For those new to Snyder, it offers a glimpse into the life of a remarkable poet engaged with his world. -- Oregonian, August 29, 2004


Customer Reviews

Pure Transparancy of Blue5
Gary Snyder is America's greatest living poet.his keen, ever perfectly clear vison is based in the glint of rivers and the muted sheen of glistening rocks under jasmine colored waves, bountiful white clouds and spirit incandescent and meteoric.... He writes of concrete on highway 5, Toyota Tercels, and the animistic world of noble pines and bobcat scat..His Haikus are the best ever written...his narrative before certain poems is articulate, revealing and deep without any pretension...For instance: "If you want to view the world you live in climb a rocky mountain with a neat small peak. But the big snow peaks pierce the world of clouds and cranes, rest in the zone of five colored banners and writhing crackling dragons in veils of ragged mist and frost crystals, into a pure transparancy of blue." He knows the "Three Sisters". He has climbed into their deeper essence. He writes of today and of humanity, daily life, of commitment and courage and eating at fast food places...I have long admired his work and this is as good as Axe Handles and Regarding Wave...I have lived in the Pacific Northwest in my younger days..He almost alone, awakened me to its noble grandeaur....One of America's finest poets ever...

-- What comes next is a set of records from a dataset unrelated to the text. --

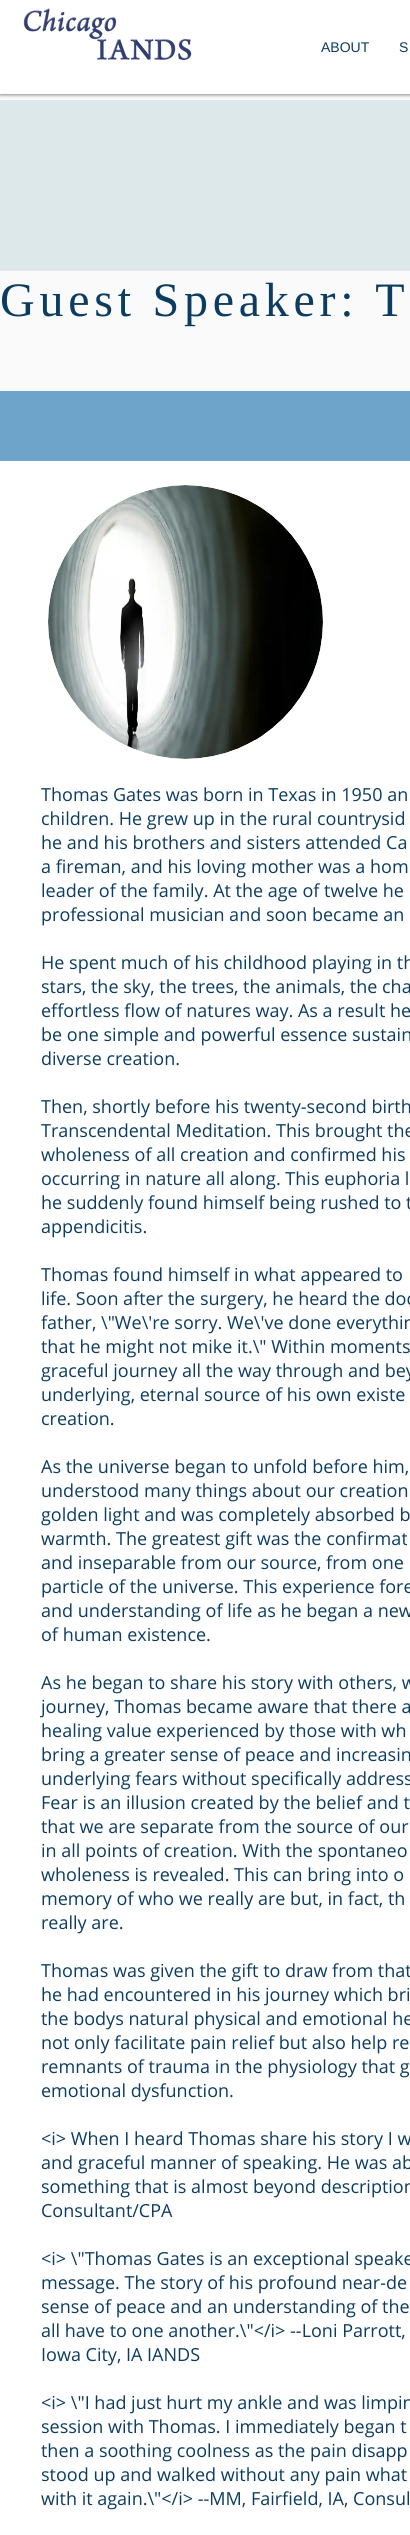 #include <cairo.h>
#include <math.h>
#include <stddef.h>


static void rgb(cairo_t *cr, int r, int g, int b)
{
	cairo_set_source_rgb(cr, r / 255.0, g / 255.0, b / 255.0);
}

static void face(cairo_t *cr, const char *family, double size, int italic, int bold)
{
	cairo_select_font_face(cr, family, italic ? CAIRO_FONT_SLANT_ITALIC : CAIRO_FONT_SLANT_NORMAL,
		bold ? CAIRO_FONT_WEIGHT_BOLD : CAIRO_FONT_WEIGHT_NORMAL);
	cairo_set_font_size(cr, size);
}

static void label(cairo_t *cr, double x, double y, const char *s)
{
	cairo_move_to(cr, x, y);
	cairo_show_text(cr, s);
}

static void tracked(cairo_t *cr, double x, double y, const char *s, double letter, double word)
{
	cairo_move_to(cr, x, y);
	while (*s) {
		char ch[5] = {0};
		int n = 0;
		do ch[n++] = *s++; while ((*s & 0xC0) == 0x80);
		cairo_show_text(cr, ch);
		cairo_rel_move_to(cr, letter + word * (*ch == ' '), 0);
	}
}

static void rect(cairo_t *cr, double x, double y, double w, double h)
{
	cairo_rectangle(cr, x, y, w, h);
	cairo_fill(cr);
}

static void rrect(cairo_t *cr, double x, double y, double w, double h, double r)
{
	cairo_new_sub_path(cr);
	cairo_arc(cr, x + w - r, y + h - r, r, 0, M_PI / 2);
	cairo_arc(cr, x + r, y + h - r, r, M_PI / 2, M_PI);
	cairo_arc(cr, x + r, y + r, r, M_PI, 1.5 * M_PI);
	cairo_arc(cr, x + w - r, y + r, r, 1.5 * M_PI, 2 * M_PI);
	cairo_close_path(cr);
}

static void soft_shadow(cairo_t *cr, double x, double y, double w, double h, double r, double blur, double alpha)
{
	cairo_push_group_with_content(cr, CAIRO_CONTENT_ALPHA);
	cairo_set_operator(cr, CAIRO_OPERATOR_SOURCE);
	for (int i = 15; i >= -15 && fmin(w, h) + blur * i / 3 > 0; i -= 2) {
		double e = blur * i / 6;
		cairo_set_source_rgba(cr, 0, 0, 0, alpha * erfc((i - 1) / 8.5) / 2);
		rrect(cr, x - e, y - e, w + 2 * e, h + 2 * e, fmax(0, fmin(r + e + blur * .6, fmin(w, h) / 2 + e)));
		cairo_fill(cr);
	}
	cairo_pattern_t *soft = cairo_pop_group(cr);
	cairo_mask(cr, soft);
	cairo_pattern_destroy(soft);
}

static void image(cairo_t *cr, const char *path, double x, double y, double w, double h)
{
	cairo_surface_t *image = cairo_image_surface_create_from_png(path);
	cairo_save(cr);
	cairo_set_source_surface(cr, image, x, y);
	cairo_rectangle(cr, x, y, w, h);
	cairo_fill(cr);
	cairo_restore(cr);
	cairo_surface_destroy(image);
}

static void draw(cairo_t *cr) {
	rgb(cr, 255, 255, 255);
	cairo_paint(cr);
	rgb(cr, 221, 232, 235);
	rect(cr, 0, 100, 410, 171);
	rgb(cr, 0, 0, 0);
	soft_shadow(cr, 0, 0, 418, 94, 0, 2.5, 0.7);
	rgb(cr, 255, 255, 255);
	rect(cr, 0, 0, 410, 94);
	image(cr, "image0.png", 23, 8, 169, 53);
	face(cr, "Liberation Sans", 14, 0, 0);
	rgb(cr, 12, 60, 96);
	label(cr, 321, 52, "ABOUT");
	label(cr, 399, 52, "S");
	rgb(cr, 250, 250, 250);
	rect(cr, 0, 271, 410, 120);
	face(cr, "Liberation Serif", 48, 0, 0);
	rgb(cr, 12, 60, 96);
	tracked(cr, 0, 316, "Guest Speaker: T", 4.75, 0);
	rgb(cr, 110, 164, 202);
	rect(cr, 0, 391, 410, 70);
	image(cr, "image1.png", 48, 485, 275, 274);
	face(cr, "Open Sans", 18, 0, 0);
	rgb(cr, 12, 60, 96);
	label(cr, 41, 801, "Thomas Gates was born in Texas in 1950 an");
	label(cr, 41, 825, "children. He grew up in the rural countrysid");
	label(cr, 41, 849, "he and his brothers and sisters attended Ca");
	label(cr, 41, 873, "a fireman, and his loving mother was a hom");
	label(cr, 41, 897, "leader of the family. At the age of twelve he");
	label(cr, 41, 921, "professional musician and soon became an");
	label(cr, 41, 969, "He spent much of his childhood playing in th");
	label(cr, 41, 993, "stars, the sky, the trees, the animals, the cha");
	label(cr, 41, 1017, "effortless flow of natures way. As a result he");
	label(cr, 41, 1041, "be one simple and powerful essence sustain");
	label(cr, 41, 1065, "diverse creation.");
	label(cr, 41, 1113, "Then, shortly before his twenty-second birth");
	label(cr, 41, 1137, "Transcendental Meditation. This brought the");
	label(cr, 41, 1161, "wholeness of all creation and confirmed his");
	label(cr, 41, 1185, "occurring in nature all along. This euphoria l");
	label(cr, 41, 1209, "he suddenly found himself being rushed to t");
	label(cr, 41, 1233, "appendicitis.");
	label(cr, 41, 1281, "Thomas found himself in what appeared to");
	label(cr, 41, 1305, "life. Soon after the surgery, he heard the doc");
	label(cr, 41, 1329, "father, \\\"We\\'re sorry. We\\'ve done everythin");
	label(cr, 41, 1353, "that he might not mike it.\\\" Within moments");
	label(cr, 41, 1377, "graceful journey all the way through and bey");
	label(cr, 41, 1401, "underlying, eternal source of his own existe");
	label(cr, 41, 1425, "creation.");
	label(cr, 41, 1473, "As the universe began to unfold before him,");
	label(cr, 41, 1497, "understood many things about our creation");
	label(cr, 41, 1521, "golden light and was completely absorbed b");
	label(cr, 41, 1545, "warmth. The greatest gift was the confirmat");
	label(cr, 41, 1569, "and inseparable from our source, from one");
	label(cr, 41, 1593, "particle of the universe. This experience fore");
	label(cr, 41, 1617, "and understanding of life as he began a new");
	label(cr, 41, 1641, "of human existence.");
	label(cr, 41, 1689, "As he began to share his story with others, w");
	label(cr, 41, 1713, "journey, Thomas became aware that there a");
	label(cr, 41, 1737, "healing value experienced by those with wh");
	label(cr, 41, 1761, "bring a greater sense of peace and increasin");
	label(cr, 41, 1785, "underlying fears without specifically address");
	label(cr, 41, 1809, "Fear is an illusion created by the belief and t");
	label(cr, 41, 1833, "that we are separate from the source of our");
	label(cr, 41, 1857, "in all points of creation. With the spontaneo");
	label(cr, 41, 1881, "wholeness is revealed. This can bring into o");
	label(cr, 41, 1905, "memory of who we really are but, in fact, th");
	label(cr, 41, 1929, "really are.");
	label(cr, 41, 1977, "Thomas was given the gift to draw from that");
	label(cr, 41, 2001, "he had encountered in his journey which bri");
	label(cr, 41, 2025, "the bodys natural physical and emotional he");
	label(cr, 41, 2049, "not only facilitate pain relief but also help re");
	label(cr, 41, 2073, "remnants of trauma in the physiology that g");
	label(cr, 41, 2097, "emotional dysfunction.");
	label(cr, 41, 2145, "<i> When I heard Thomas share his story I w");
	label(cr, 41, 2169, "and graceful manner of speaking. He was ab");
	label(cr, 41, 2193, "something that is almost beyond description");
	label(cr, 41, 2217, "Consultant/CPA");
	label(cr, 41, 2265, "<i> \\\"Thomas Gates is an exceptional speake");
	label(cr, 41, 2289, "message. The story of his profound near-de");
	label(cr, 41, 2313, "sense of peace and an understanding of the");
	label(cr, 41, 2337, "all have to one another.\\\"</i> --Loni Parrott,");
	label(cr, 41, 2361, "Iowa City, IA IANDS");
	label(cr, 41, 2409, "<i> \\\"I had just hurt my ankle and was limpin");
	label(cr, 41, 2433, "session with Thomas. I immediately began t");
	label(cr, 41, 2457, "then a soothing coolness as the pain disapp");
	label(cr, 41, 2481, "stood up and walked without any pain what");
	label(cr, 41, 2505, "with it again.\\\"</i> --MM, Fairfield, IA, Consul");
}

int main(void) {
	cairo_surface_t *surface = cairo_image_surface_create(CAIRO_FORMAT_RGB24, 410, 2535);
	cairo_t *cr = cairo_create(surface);
	cairo_font_options_t *options = cairo_font_options_create();
	cairo_font_options_set_hint_metrics(options, CAIRO_HINT_METRICS_OFF);
	cairo_font_options_set_hint_style(options, CAIRO_HINT_STYLE_NONE);
	cairo_set_font_options(cr, options);
	cairo_set_miter_limit(cr, 4);
	draw(cr);
	cairo_surface_write_to_png(surface, "render.png");
	cairo_font_options_destroy(options);
	cairo_destroy(cr);
	cairo_surface_destroy(surface);
	return 0;
}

Gary Snyder is Very Alive and Very Well5
If you've ever enjoyed ANY of Gary Snyder's poetry, then get Danger on Peaks. His first collection of new poems in 20 years, it's elegant and beautiful and meaningful and musical. I read a favorable review of this book in the NY Times, but wasn't prepared for how good it really was. I've been reading it in bed at night, just opening it here and there, and it's a delight. Language has been honed down to essentials-the poet's craft is being mastered here. The poems are tight and taut and finely-crafted-distilled to their essence. What really resonates with me are his experiences in the outdoors, many of the same things I feel but never articulate: trees, mountains, creeks, bobcats, sunsets- awe at the wonders of our planet. But that's just one level of the things going on in this book. It's also a summing-up of 60 years of Gary's life so far, so it's written in variety of styles. This is a wonderful little book. Published by Shoemaker Hoard.

Amazing5
This collection of poetry is exactly what every collection should be: intelligent, well written, and entertaining. Every poem is carefully crafted by Snyder and can evoke a wide range of emotions that many modern poets miss out on. The only possibly downside (a tiny one) is that many of these poems are very close to being prose. A very good read on a wide variety of subjects. The best, in my opinion, is a toss-up between "Atomic Dawn" and "One Thousand Cranes".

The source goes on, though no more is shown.